Because we can't guarantee one ApplicationContext
equals one Job
, an abstraction is needed to obtain
a Job
for a given name. It becomes especially
useful when launching jobs from within a Java EE application
server.
ItemReader
is an abstraction that represents
the retrieval of input for a Step
, one item at a
time. When the ItemReader
has exhausted the items
it can provide, it will indicate this by returning null. More details
about the ItemReader
interface and it's various
implementations can be found in Chapter 3.
ItemWriter
is an abstraction that represents
the output of a Step
, one item at a time.
Generally, an item writer has no knowledge of the input it will receive
next, only the item that was passed in its current invocation.

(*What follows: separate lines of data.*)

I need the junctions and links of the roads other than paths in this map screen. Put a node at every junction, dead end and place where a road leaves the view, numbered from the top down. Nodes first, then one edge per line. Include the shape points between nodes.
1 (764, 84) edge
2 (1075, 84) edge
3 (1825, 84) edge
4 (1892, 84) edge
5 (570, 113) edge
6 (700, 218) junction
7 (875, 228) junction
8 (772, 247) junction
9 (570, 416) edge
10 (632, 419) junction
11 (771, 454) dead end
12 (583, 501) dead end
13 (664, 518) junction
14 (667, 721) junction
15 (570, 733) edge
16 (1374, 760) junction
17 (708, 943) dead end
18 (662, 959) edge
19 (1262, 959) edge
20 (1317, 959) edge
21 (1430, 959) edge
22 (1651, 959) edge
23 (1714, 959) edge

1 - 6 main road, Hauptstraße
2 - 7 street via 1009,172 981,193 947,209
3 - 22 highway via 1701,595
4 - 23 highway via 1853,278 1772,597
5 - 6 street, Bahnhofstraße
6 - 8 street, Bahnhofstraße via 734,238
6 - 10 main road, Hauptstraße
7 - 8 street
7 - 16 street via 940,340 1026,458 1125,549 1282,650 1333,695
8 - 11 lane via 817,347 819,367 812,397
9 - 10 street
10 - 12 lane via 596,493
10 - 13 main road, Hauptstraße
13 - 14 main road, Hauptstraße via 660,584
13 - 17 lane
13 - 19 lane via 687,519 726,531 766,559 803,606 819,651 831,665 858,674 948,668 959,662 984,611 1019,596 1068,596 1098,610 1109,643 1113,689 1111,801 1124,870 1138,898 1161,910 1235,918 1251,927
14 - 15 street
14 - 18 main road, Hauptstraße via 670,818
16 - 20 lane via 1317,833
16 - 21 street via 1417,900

More
details about the ItemWriter
interface and it's
various implementations can be found in Chapter 3.
A Tasklet
represents the execution of a
logical unit of work, as defined by its implementation of the Spring Batch
provided Tasklet
interface. A
Tasklet
is useful for encapsulating processing
logic that is not natural to split into read-(transform)-write phases,
such as invoking a system command or a stored procedure.